THE senior coroner for South Northumberland has reflected on a career spanning five decades, following his retirement.

Eric Armstrong became deputy coroner for South Northumberland and North Tyneside in 1976 before being appointed senior coroner in 2003. He retired at the end of September last year. Inquests in South Northumberland are currently being dealt with by Tony Brown, senior coroner for North Northumberland.

“Being a coroner is officially a part-time role, but you’re on call 24 hours a day, seven days a week, 365 days a year,” Mr Armstrong explained.

“I’ve been contacted while I’ve been on holiday in various parts of the world, twice on Christmas Day morning and many times in the middle of the night.

“It’s an interesting and difficult job.
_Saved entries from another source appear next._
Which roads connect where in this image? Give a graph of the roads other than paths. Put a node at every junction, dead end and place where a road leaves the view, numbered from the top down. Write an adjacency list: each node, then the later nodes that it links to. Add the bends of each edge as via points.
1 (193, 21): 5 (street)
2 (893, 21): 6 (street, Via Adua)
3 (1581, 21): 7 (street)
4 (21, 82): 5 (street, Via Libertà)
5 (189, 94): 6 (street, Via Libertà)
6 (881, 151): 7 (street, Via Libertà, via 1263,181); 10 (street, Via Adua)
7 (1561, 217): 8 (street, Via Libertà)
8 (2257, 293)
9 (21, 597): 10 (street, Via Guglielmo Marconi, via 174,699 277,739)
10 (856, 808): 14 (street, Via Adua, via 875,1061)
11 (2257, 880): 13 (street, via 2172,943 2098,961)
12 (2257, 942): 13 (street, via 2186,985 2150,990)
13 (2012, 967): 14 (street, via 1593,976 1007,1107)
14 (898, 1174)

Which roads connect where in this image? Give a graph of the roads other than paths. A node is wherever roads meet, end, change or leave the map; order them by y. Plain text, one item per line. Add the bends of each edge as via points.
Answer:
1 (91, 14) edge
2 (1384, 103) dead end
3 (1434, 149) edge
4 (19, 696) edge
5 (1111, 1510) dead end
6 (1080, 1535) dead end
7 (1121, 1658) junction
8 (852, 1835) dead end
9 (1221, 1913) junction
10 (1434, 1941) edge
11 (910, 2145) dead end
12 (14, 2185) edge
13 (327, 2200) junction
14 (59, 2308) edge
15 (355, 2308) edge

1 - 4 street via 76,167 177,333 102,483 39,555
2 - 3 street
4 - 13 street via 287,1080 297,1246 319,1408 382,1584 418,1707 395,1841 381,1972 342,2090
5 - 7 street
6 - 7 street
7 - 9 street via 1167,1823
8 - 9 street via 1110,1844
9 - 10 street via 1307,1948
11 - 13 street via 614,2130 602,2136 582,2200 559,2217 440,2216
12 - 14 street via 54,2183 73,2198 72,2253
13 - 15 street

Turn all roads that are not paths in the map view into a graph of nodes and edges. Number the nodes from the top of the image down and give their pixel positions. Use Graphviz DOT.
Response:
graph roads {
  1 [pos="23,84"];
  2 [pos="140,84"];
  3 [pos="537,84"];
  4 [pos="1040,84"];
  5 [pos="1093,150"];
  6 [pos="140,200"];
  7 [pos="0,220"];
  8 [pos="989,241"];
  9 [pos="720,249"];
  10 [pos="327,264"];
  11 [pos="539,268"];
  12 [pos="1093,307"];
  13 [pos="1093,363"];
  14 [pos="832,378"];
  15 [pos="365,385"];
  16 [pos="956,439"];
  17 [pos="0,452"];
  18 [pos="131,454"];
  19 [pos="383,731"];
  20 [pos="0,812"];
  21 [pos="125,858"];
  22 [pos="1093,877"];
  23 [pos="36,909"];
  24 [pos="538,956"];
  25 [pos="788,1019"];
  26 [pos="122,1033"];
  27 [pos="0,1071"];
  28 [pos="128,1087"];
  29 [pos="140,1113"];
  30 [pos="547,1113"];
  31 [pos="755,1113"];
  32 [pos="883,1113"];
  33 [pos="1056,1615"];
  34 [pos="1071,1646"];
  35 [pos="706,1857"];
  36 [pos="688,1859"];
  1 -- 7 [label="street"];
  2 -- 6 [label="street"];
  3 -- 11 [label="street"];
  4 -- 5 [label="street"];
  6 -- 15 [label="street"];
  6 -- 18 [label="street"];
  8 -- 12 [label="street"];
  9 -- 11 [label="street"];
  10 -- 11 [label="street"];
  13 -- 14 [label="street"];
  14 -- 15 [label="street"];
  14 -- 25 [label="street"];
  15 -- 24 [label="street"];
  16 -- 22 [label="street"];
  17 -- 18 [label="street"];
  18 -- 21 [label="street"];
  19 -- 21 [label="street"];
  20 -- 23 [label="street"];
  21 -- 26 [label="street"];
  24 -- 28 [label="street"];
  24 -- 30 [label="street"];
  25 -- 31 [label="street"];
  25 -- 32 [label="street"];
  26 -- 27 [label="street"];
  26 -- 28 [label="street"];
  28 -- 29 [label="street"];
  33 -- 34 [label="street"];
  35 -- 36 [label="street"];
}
I believe I have done what I can to help bereaved families.

“It can be emotionally stressful, especially when you’re dealing with babies and children – that hits you hard – and servicemen and other young people.”

Mr Armstrong has handled some high-profile inquests in his long career, including PC David Rathband, the officer shot and blinded by Raoul Moat, and former Love Island star Sophie Gradon, from Ponteland.

The role of coroner has existed since 1194, but the duties have changed over time.

“Our job now is a fact-finding mission, to determine who died, when, where and how they died,” he added.

“However, we don’t look for a reason why someone might take their own life, nor seek to establish blame for an accident and I understand how frustrating it can be for families when we can’t answer all their questions. I have been reduced to tears. There are very few coroners who haven’t.”